In turn, Medford presented a plan to the county, which neither party would publicly share, but which the county has rejected. Arter on Wednesday sent a letter to mayors in Lumberton, Medford, Medford Lakes, Shamong, Southampton, Tabernacle and Woodland outlining a proposal that would abandon 10-year-old plans that called for a 20,000-square-foot branch and focus on revamping the 6,000-square-foot Pinelands library.
“The county requests your fair consideration of this pilot plan in concept, and asks that you work with us toward a cost-share agreement that is fair and reasonable for Medford residents, and residents of surrounding communities who wish to use a functional and modern Pinelands Branch library,” Arter wrote.
Under the proposal, the county asks Medford to be part of a “joint pilot program” that would modernize the current Pinelands library. The “conceptual improvement plan” calls for the building’s interior to be totally renovated and restructured into three distinct areas.
There would be a larger area for programs and meeting space; a small “adult” reading room with best-sellers and other popular titles available and a quiet area to read; and a new computer room/cyber café with the building’s computers in one place and a focus on electronic media, including increasing popular downloadable e-books.

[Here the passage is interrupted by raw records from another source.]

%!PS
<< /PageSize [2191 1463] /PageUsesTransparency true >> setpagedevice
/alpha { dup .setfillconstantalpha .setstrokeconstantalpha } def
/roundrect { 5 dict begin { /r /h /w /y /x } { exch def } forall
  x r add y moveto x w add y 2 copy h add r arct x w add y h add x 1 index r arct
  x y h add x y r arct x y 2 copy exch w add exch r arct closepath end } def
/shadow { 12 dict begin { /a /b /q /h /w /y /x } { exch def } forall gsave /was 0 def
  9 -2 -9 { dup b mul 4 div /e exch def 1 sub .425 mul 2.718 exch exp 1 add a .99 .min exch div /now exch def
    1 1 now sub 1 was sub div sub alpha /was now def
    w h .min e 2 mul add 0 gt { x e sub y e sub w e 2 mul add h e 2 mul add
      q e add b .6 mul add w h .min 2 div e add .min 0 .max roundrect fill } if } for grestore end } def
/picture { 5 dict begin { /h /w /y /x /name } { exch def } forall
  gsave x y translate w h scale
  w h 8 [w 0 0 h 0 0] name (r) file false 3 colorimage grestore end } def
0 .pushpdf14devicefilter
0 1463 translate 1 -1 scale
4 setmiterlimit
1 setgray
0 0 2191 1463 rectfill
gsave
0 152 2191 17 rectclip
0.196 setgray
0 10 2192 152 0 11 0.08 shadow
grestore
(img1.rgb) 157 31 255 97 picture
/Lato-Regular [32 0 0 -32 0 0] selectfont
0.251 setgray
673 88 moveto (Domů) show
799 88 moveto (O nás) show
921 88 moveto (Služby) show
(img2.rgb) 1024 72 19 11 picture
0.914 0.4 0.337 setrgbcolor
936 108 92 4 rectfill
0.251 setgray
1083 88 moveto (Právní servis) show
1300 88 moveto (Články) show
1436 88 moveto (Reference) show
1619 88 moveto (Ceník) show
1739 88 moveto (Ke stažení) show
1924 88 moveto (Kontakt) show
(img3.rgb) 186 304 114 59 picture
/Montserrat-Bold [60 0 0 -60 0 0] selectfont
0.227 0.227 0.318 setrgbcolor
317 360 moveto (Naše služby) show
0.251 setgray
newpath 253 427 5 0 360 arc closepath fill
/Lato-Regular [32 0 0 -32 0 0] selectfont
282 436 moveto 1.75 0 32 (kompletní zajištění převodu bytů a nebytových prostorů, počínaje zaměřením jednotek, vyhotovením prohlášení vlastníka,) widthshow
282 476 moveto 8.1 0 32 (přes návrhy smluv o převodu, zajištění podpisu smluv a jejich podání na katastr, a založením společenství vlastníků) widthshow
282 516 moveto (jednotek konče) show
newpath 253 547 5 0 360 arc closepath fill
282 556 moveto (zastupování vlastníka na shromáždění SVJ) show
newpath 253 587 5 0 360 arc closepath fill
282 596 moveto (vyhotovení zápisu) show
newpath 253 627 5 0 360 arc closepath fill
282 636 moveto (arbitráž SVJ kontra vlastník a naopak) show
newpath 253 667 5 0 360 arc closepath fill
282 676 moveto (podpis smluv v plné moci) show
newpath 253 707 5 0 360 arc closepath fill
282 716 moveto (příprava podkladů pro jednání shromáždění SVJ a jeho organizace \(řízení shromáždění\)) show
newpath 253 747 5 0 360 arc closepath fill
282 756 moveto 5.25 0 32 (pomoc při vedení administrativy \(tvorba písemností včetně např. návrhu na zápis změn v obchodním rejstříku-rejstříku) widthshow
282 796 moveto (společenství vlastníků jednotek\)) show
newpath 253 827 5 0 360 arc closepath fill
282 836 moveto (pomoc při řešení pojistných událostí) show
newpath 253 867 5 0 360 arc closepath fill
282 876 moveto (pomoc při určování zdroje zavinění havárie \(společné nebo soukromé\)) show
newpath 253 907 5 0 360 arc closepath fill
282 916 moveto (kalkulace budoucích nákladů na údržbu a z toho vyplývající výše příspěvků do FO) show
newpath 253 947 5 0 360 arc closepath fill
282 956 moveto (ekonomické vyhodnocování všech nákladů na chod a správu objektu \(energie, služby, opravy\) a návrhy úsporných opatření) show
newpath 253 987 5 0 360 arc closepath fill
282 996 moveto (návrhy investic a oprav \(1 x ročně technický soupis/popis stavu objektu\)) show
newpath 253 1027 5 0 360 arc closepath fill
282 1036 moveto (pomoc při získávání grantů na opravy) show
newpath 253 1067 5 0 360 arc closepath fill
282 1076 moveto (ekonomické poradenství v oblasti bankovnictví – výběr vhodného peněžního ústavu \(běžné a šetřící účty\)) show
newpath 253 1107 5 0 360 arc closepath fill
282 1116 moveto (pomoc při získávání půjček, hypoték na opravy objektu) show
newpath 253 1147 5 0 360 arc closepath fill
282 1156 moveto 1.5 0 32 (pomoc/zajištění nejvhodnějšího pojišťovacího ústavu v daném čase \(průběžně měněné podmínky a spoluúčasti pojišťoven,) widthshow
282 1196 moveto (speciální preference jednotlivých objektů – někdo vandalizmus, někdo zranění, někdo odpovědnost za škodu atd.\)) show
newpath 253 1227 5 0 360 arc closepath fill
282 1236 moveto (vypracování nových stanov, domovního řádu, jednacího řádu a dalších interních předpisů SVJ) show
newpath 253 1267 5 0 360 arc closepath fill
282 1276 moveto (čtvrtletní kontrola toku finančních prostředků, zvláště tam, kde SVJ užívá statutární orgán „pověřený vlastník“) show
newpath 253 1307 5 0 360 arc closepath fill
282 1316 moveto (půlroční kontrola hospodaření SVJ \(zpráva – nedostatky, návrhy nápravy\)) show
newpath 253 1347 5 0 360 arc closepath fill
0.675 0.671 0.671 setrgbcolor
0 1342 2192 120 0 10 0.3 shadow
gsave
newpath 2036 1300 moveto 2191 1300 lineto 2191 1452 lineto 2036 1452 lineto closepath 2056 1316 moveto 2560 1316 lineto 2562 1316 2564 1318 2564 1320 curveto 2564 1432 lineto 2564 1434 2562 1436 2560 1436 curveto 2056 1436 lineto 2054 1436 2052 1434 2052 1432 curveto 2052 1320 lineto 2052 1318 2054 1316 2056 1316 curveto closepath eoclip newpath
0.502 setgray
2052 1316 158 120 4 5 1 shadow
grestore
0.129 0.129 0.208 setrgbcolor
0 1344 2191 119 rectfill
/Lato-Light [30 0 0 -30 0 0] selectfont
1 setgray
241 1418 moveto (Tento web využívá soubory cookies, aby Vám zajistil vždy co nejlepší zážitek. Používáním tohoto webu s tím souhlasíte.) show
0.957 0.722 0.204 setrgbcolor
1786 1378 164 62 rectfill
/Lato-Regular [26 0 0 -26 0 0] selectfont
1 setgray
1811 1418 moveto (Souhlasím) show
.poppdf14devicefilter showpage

“Currently, computers are haphazardly placed about the library because of space constraints,” Arter wrote in her letter. “But this separate area will address the changing demands of library users.”
Arter said she recognizes the plan does not address the current parking shortage at the library.
“Frankly, it will take some creative ideas to address this space shortage, and an evaluation of the existing site and neighboring properties,” she wrote.
Once an agreement is settled, Czekay said, local officials will begin discussions about their options for rehabilitating the facility or creating a library elsewhere in town. He said a modern library must meet the needs of a 21st-century community, including access to online resources and WiFi, as well as meeting spaces, a children’s area and some paper materials.
Czekay seemed confident that a deal would be brokered to keep the library open.
“Any rumors out there about the library closing are completely unfounded,” he said.
Staff writer Kristen Coppock contributed to this story.